▶ [RECORDS FOR THIS TASK]
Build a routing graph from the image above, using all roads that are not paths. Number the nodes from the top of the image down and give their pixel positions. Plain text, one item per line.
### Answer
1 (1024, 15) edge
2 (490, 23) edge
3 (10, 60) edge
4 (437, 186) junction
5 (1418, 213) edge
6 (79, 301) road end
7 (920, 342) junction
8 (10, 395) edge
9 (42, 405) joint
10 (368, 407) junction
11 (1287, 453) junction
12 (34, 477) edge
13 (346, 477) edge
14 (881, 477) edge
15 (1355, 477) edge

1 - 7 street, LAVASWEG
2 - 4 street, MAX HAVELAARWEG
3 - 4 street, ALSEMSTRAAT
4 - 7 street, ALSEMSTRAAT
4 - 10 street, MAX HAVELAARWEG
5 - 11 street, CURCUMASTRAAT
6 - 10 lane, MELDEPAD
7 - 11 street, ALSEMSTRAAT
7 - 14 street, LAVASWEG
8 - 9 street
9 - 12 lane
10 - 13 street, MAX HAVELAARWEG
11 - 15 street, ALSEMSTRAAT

▶ [YOUR TASK] Each line shown above needs to be transcribed exactly.

▶ [ANSWER BELOW]
Build a routing graph from the image above, using all roads that are not paths. Number the nodes from the top of the image down and give their pixel positions. Plain text, one item per line.
### Answer
1 (1024, 15) edge
2 (490, 23) edge
3 (10, 60) edge
4 (437, 186) junction
5 (1418, 213) edge
6 (79, 301) road end
7 (920, 342) junction
8 (10, 395) edge
9 (42, 405) joint
10 (368, 407) junction
11 (1287, 453) junction
12 (34, 477) edge
13 (346, 477) edge
14 (881, 477) edge
15 (1355, 477) edge

1 - 7 street, LAVASWEG
2 - 4 street, MAX HAVELAARWEG
3 - 4 street, ALSEMSTRAAT
4 - 7 street, ALSEMSTRAAT
4 - 10 street, MAX HAVELAARWEG
5 - 11 street, CURCUMASTRAAT
6 - 10 lane, MELDEPAD
7 - 11 street, ALSEMSTRAAT
7 - 14 street, LAVASWEG
8 - 9 street
9 - 12 lane
10 - 13 street, MAX HAVELAARWEG
11 - 15 street, ALSEMSTRAAT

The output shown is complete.